> **TASK PROMPT**:
Go through the entries below and copy every line that holds the word "edge".

*** Opening MATERIAL PROVIDED ***

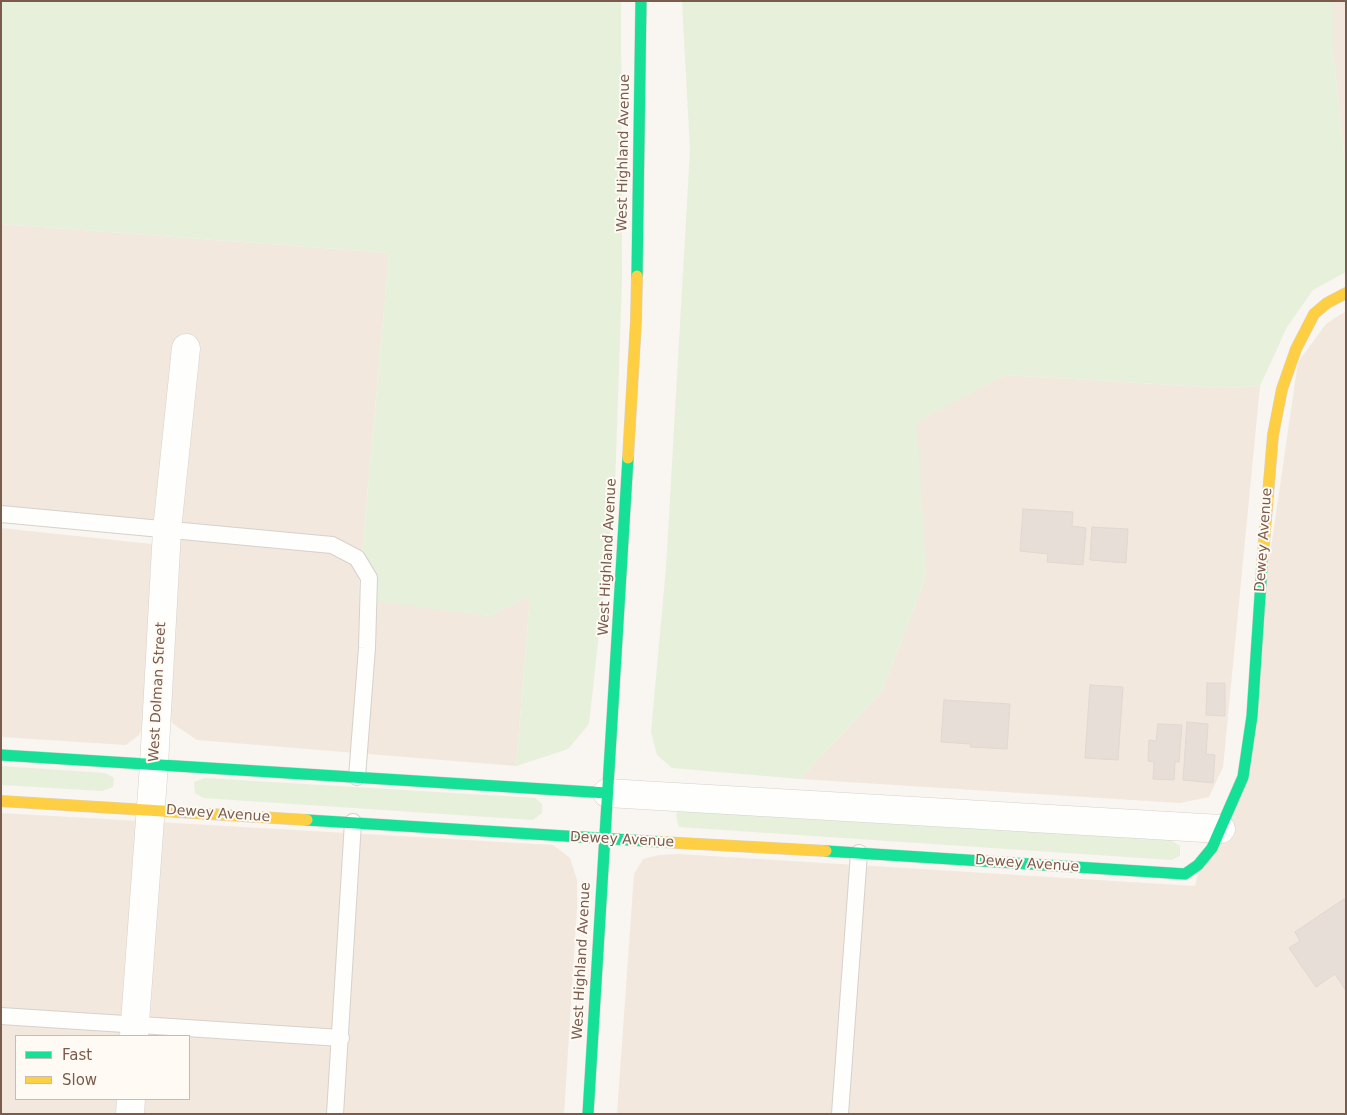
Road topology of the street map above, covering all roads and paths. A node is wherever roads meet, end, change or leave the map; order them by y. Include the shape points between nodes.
1 (641, 1) edge
2 (1346, 293) edge
3 (186, 348) dead end
4 (1, 514) edge
5 (167, 530) junction
6 (1, 755) edge
7 (154, 765) junction
8 (357, 777) junction
9 (607, 793) junction
10 (1, 801) edge
11 (150, 810) junction
12 (353, 822) junction
13 (1221, 829) junction
14 (604, 839) junction
15 (859, 853) junction
16 (1, 1016) edge
17 (135, 1031) edge
18 (340, 1038) junction
19 (130, 1100) edge
20 (130, 1114) edge
21 (335, 1114) edge
22 (588, 1114) edge
23 (840, 1114) edge

1 - 9 street, West Highland Avenue via 636,321
2 - 13 street, Dewey Avenue via 1314,314 1296,349 1282,389 1273,435 1252,716 1243,777
3 - 5 street, West Dolman Street
4 - 5 lane
5 - 7 street, West Dolman Street
5 - 8 lane via 332,545 358,558 369,578
6 - 7 street
7 - 8 street
7 - 11 street, West Dolman Street
8 - 9 street
9 - 13 street
9 - 14 street, West Highland Avenue
10 - 11 street, Dewey Avenue
11 - 12 street, Dewey Avenue
11 - 17 street, West Dolman Street
12 - 14 street, Dewey Avenue
12 - 18 lane
13 - 15 street, Dewey Avenue via 1212,848 1198,865 1185,874
14 - 15 street, Dewey Avenue
14 - 22 street, West Highland Avenue
15 - 23 lane
16 - 17 lane
17 - 18 lane
18 - 21 lane
19 - 20 street

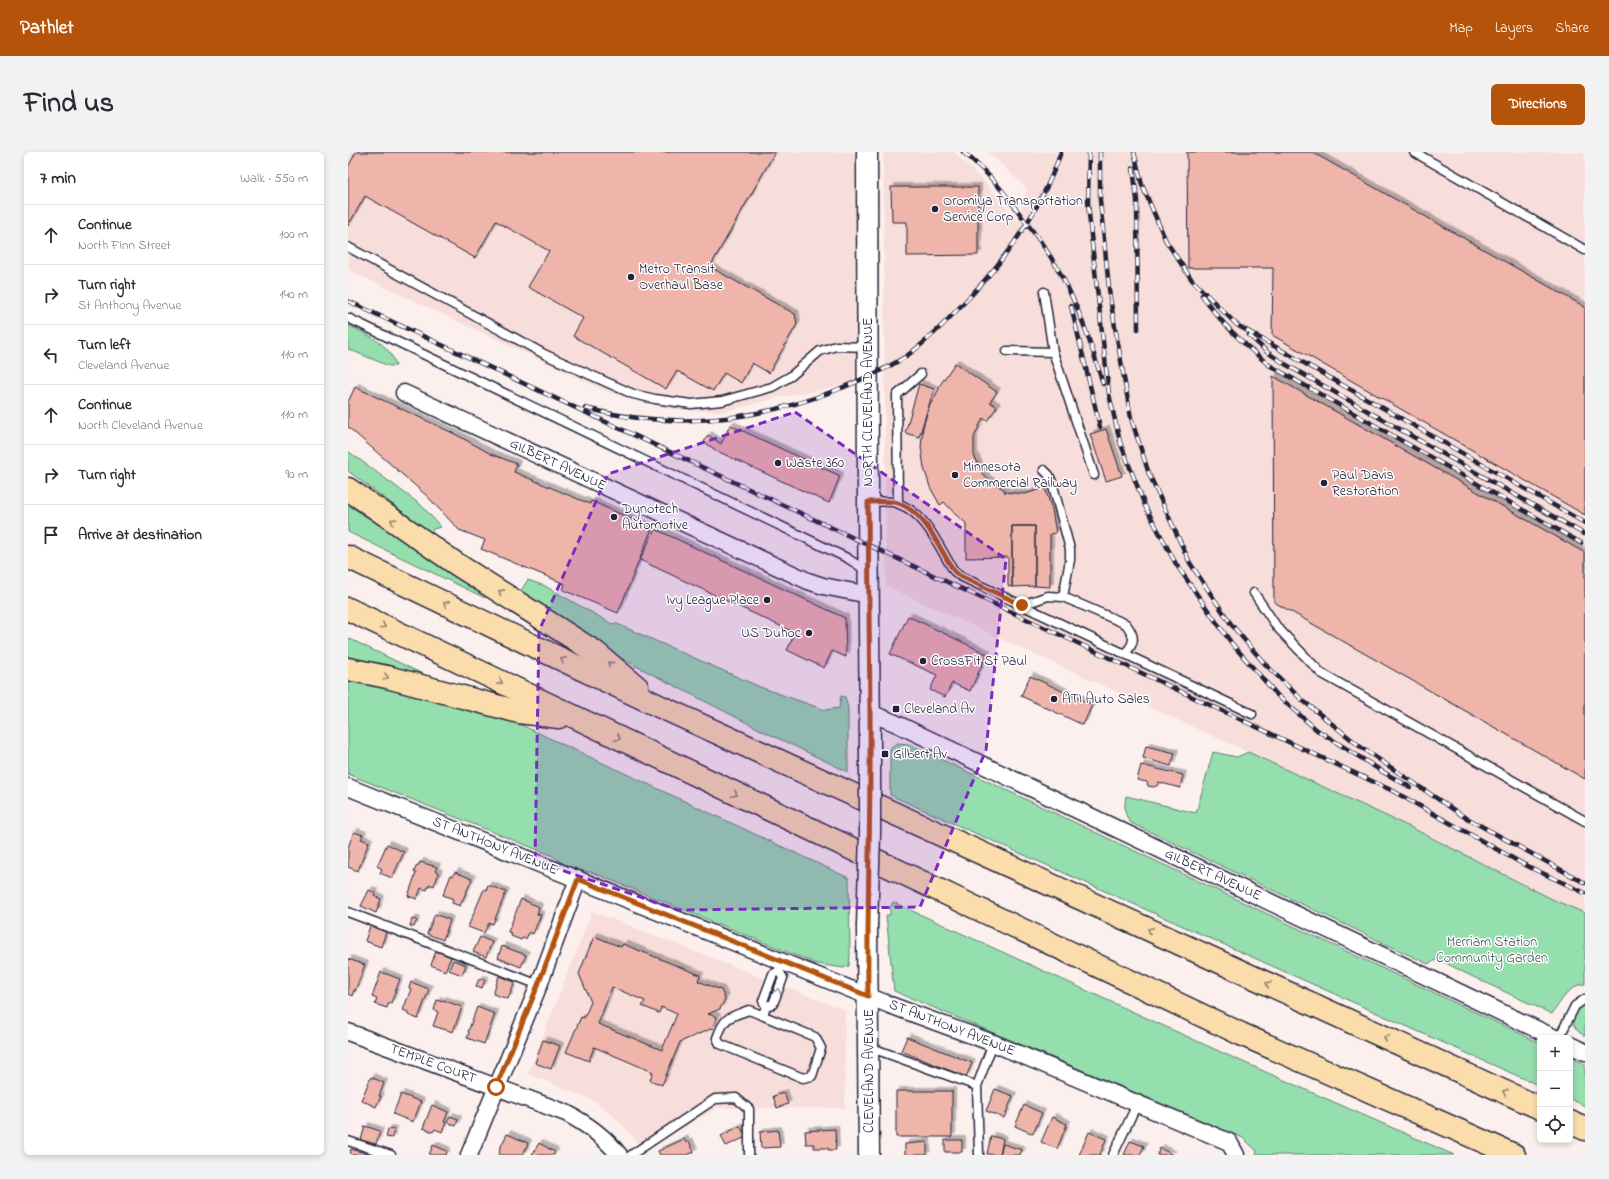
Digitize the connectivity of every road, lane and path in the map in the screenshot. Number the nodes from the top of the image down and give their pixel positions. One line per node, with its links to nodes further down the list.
1 (867, 152): 7 (street, NORTH CLEVELAND AVENUE)
2 (1414, 152): 4 (lane)
3 (348, 247): 7 (lane)
4 (1585, 250)
5 (1044, 292): 9 (lane)
6 (348, 318): 18 (lane)
7 (868, 347): 15 (street, NORTH CLEVELAND AVENUE)
8 (1007, 351): 9 (lane)
9 (1053, 352): 13 (lane)
10 (921, 374): 16 (lane)
11 (404, 393): 20 (street, GILBERT AVENUE)
12 (1044, 470): 21 (lane)
13 (1094, 475)
14 (348, 489): 26 (highway, one-way to 14)
15 (868, 502): 16 (lane); 18 (street, NORTH CLEVELAND AVENUE)
16 (898, 503): 22 (lane)
17 (348, 557): 26 (highway, one-way to 17)
18 (869, 572): 20 (street, NORTH CLEVELAND AVENUE)
19 (1254, 593): 32 (lane)
20 (869, 594): 27 (street, NORTH CLEVELAND AVENUE)
21 (1063, 597): 22 (lane); 24 (lane)
22 (1022, 605): 24 (lane)
23 (348, 609): 29 (highway, one-way to 29)
24 (1124, 654): 28 (lane)
25 (348, 669): 29 (highway, one-way to 29)
26 (661, 707): 50 (highway, one-way to 26)
27 (870, 713): 30 (street, NORTH CLEVELAND AVENUE); 41 (street, GILBERT AVENUE)
28 (1252, 714)
29 (581, 721): 63 (highway, one-way to 63)
30 (870, 747): 37 (street, CLEVELAND AVENUE, bridge)
31 (348, 787): 33 (street, ST ANTHONY AVENUE)
32 (1585, 821)
33 (578, 879): 35 (street, ST ANTHONY AVENUE); 36 (street)
34 (348, 912): 36 (lane)
35 (781, 966): 37 (street, ST ANTHONY AVENUE); 39 (lane); 39 (lane, one-way to 35)
36 (538, 985): 48 (street)
37 (868, 996): 43 (street, ST ANTHONY AVENUE); 45 (street, CLEVELAND AVENUE)
38 (1585, 999): 42 (lane)
39 (764, 1011): 39 (lane)
40 (348, 1032): 48 (street, TEMPLE COURT)
41 (1549, 1035)
42 (1560, 1035)
43 (993, 1043): 47 (lane); 49 (street, ST ANTHONY AVENUE)
44 (1573, 1046): 46 (street)
45 (868, 1047): 47 (lane); 59 (street, CLEVELAND AVENUE)
46 (1585, 1052)
47 (977, 1086): 60 (lane)
48 (496, 1087): 55 (street); 56 (street, TEMPLE COURT)
49 (1138, 1102): 61 (lane); 62 (street, ST ANTHONY AVENUE)
50 (1538, 1107)
51 (1573, 1123): 52 (highway)
52 (1585, 1129)
53 (348, 1141): 54 (lane)
54 (391, 1155)
55 (469, 1155)
56 (619, 1155)
57 (631, 1155): 58 (lane)
58 (749, 1155)
59 (869, 1155)
60 (979, 1155)
61 (1113, 1155)
62 (1236, 1155)
63 (1514, 1155)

*** Closing MATERIAL PROVIDED ***

> **WRITTEN REPLY**:
1 (641, 1) edge
2 (1346, 293) edge
4 (1, 514) edge
6 (1, 755) edge
10 (1, 801) edge
16 (1, 1016) edge
17 (135, 1031) edge
19 (130, 1100) edge
20 (130, 1114) edge
21 (335, 1114) edge
22 (588, 1114) edge
23 (840, 1114) edge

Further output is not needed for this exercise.